The first two are from when Iplaced him into a little play pen of sorts for the first time!












Here is a cute one...he has orange on his nose from eating some carrots that Imashed up for him (he's been having teeth problems lately).






These two are embarrassing pics of me, but oh well...Mr. Evey loves to go on tours around my house, haha!


----------



## monklover (Oct 31, 2007)

Awwww Mr. Evey is soooo cute! :inlove:


----------



## tundrakatiebean (Oct 31, 2007)

Mr. Evey is sooo cute! and you aren't so bad yourself you have very pretty eyes.
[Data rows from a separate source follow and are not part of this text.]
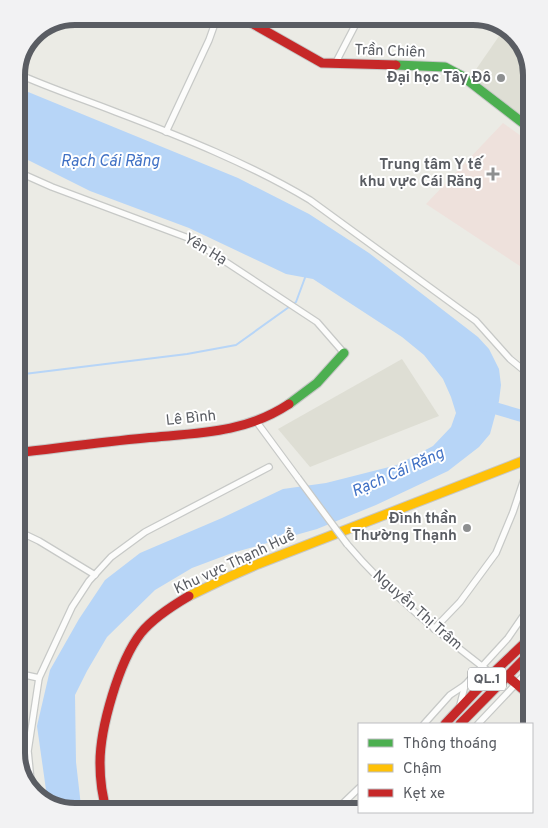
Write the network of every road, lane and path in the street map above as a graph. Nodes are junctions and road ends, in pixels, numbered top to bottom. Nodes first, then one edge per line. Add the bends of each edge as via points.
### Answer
1 (255, 25) edge
2 (355, 25) edge
3 (214, 26) dead end
4 (335, 64) junction
5 (25, 77) edge
6 (523, 123) edge
7 (166, 132) junction
8 (25, 176) edge
9 (344, 353) joint
10 (523, 370) edge
11 (256, 421) junction
12 (25, 452) edge
13 (523, 461) edge
14 (269, 466) dead end
15 (523, 480) edge
16 (25, 534) edge
17 (94, 575) junction
18 (523, 618) edge
19 (434, 629) junction
20 (523, 645) edge
21 (523, 660) edge
22 (481, 666) junction
23 (492, 674) junction
24 (25, 675) edge
25 (507, 676) junction
26 (39, 678) junction
27 (523, 678) edge
28 (465, 685) junction
29 (517, 685) junction
30 (523, 690) edge
31 (458, 709) junction
32 (425, 723) edge
33 (446, 723) edge
34 (461, 723) edge
35 (479, 723) edge
36 (30, 775) edge
37 (358, 789) edge
38 (104, 803) edge
39 (343, 803) edge

1 - 4 main road, Trần Chiên via 322,63
2 - 4 street
3 - 7 street
4 - 6 main road, Trần Chiên via 445,67 462,76
5 - 7 street
7 - 10 street via 248,167 310,200 476,321
8 - 9 street, Yên Hạ via 191,239 317,322
9 - 11 main road, Lê Bình via 319,383 305,394
11 - 12 main road, Lê Bình via 211,432
11 - 19 street, Nguyễn Thị Trâm, bridge via 347,544 386,586
13 - 38 main road, Khu vực Thạnh Huề via 262,563 192,594 154,619 135,641 110,707 100,754
14 - 17 street via 145,532
15 - 19 street via 514,512 496,553 460,602
16 - 17 street
17 - 26 street via 72,607
18 - 22 street
19 - 22 street, Nguyễn Thị Trâm
20 - 23 main road, QL.1
21 - 25 main road, QL.1
22 - 23 street, Nguyễn Thị Trâm
22 - 28 street
23 - 31 main road, QL.1
24 - 26 street
25 - 29 main road
25 - 34 main road, QL.1
26 - 36 street via 28,750
27 - 29 street
28 - 31 street
28 - 32 street via 450,695
29 - 30 main road
29 - 35 street
31 - 33 main road, QL.1
37 - 39 street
I absolutely love the picture of him with the carrot on his nose :inlove:


----------



## Evey (Oct 31, 2007)

aw, thanks guys! that's my favorite picture too!


----------



## Butterfinger (Oct 31, 2007)

Evey is adoooorable :biggrin2: 
More pictures! (I like the last one, haha. He's all like '....Whut?' )


----------



## AngelnSnuffy (Oct 31, 2007)

On my bunnynapping list now! What a total cutie! I love him.


----------



## Bo B Bunny (Oct 31, 2007)

LOOK AT THAT LITTLE NOSE! He's got carrot color on it!!! LOL! 
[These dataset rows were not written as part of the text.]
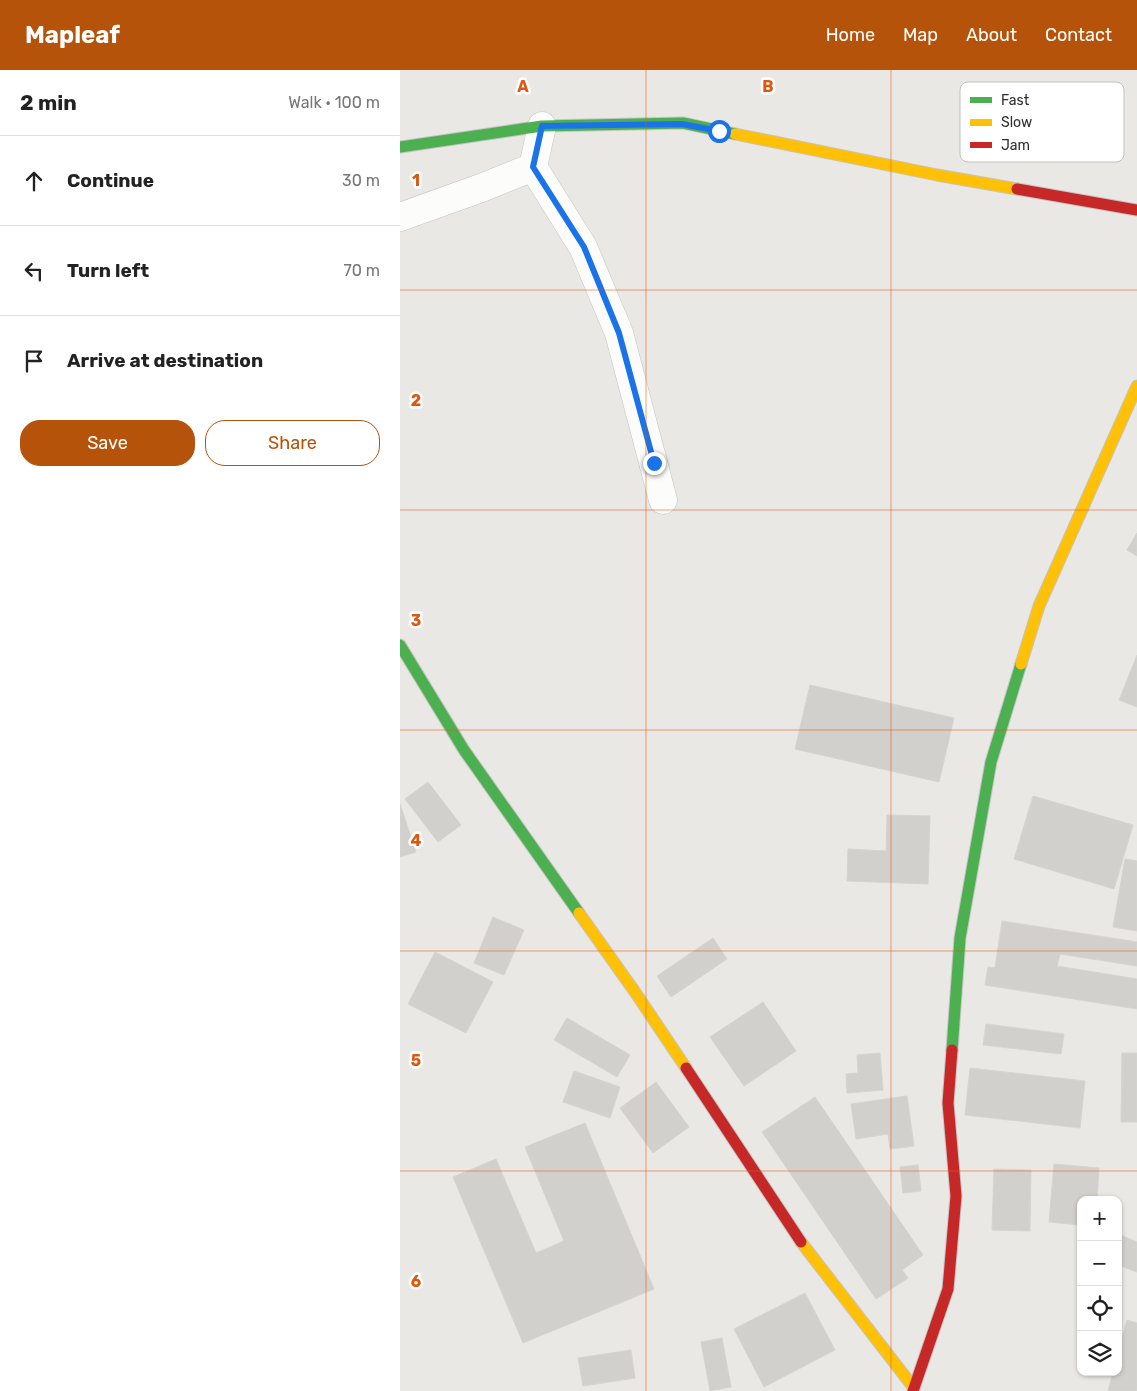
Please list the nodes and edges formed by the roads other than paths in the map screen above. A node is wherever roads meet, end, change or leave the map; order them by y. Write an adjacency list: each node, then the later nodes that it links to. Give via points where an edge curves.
1 (542, 126): 2 (street); 3 (street); 4 (street, via 682,124 938,175)
2 (400, 147)
3 (533, 167): 5 (street); 7 (street, via 584,247 619,333)
4 (1137, 210)
5 (400, 216)
6 (1137, 386): 9 (street, via 1039,606 991,762 960,938 948,1103 956,1196 948,1289)
7 (664, 500)
8 (400, 645): 9 (street, via 464,750 635,992 794,1232)
9 (914, 1389)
He's just precious! I think I need him!


----------



## Hazel-Mom (Oct 31, 2007)

Evey is such a cutie! what breed is he, and how old?
You don't have anything to be embarrased about, either! I think you have a really sweet face, I bet Evey feels very loved .


----------



## Thumpers_Mom (Oct 31, 2007)

:inlove:He is gorgeous!!! I love that orange nose picture...what a cutie pie!


----------



## babybunnywrigley (Oct 31, 2007)

He is so CUTE!! :inlove:


----------



## Haley (Oct 31, 2007)

aww theres my little friend. He is getting a little bigger- and cuter everyday!


----------



## Evey (Oct 31, 2007)

*Thanks, everyone! He is such a sweetheart; I'll try to post more pictures soon!*

*Hazel-Mom wrote: *


> Evey is such a cutie! what breed is he, and how old?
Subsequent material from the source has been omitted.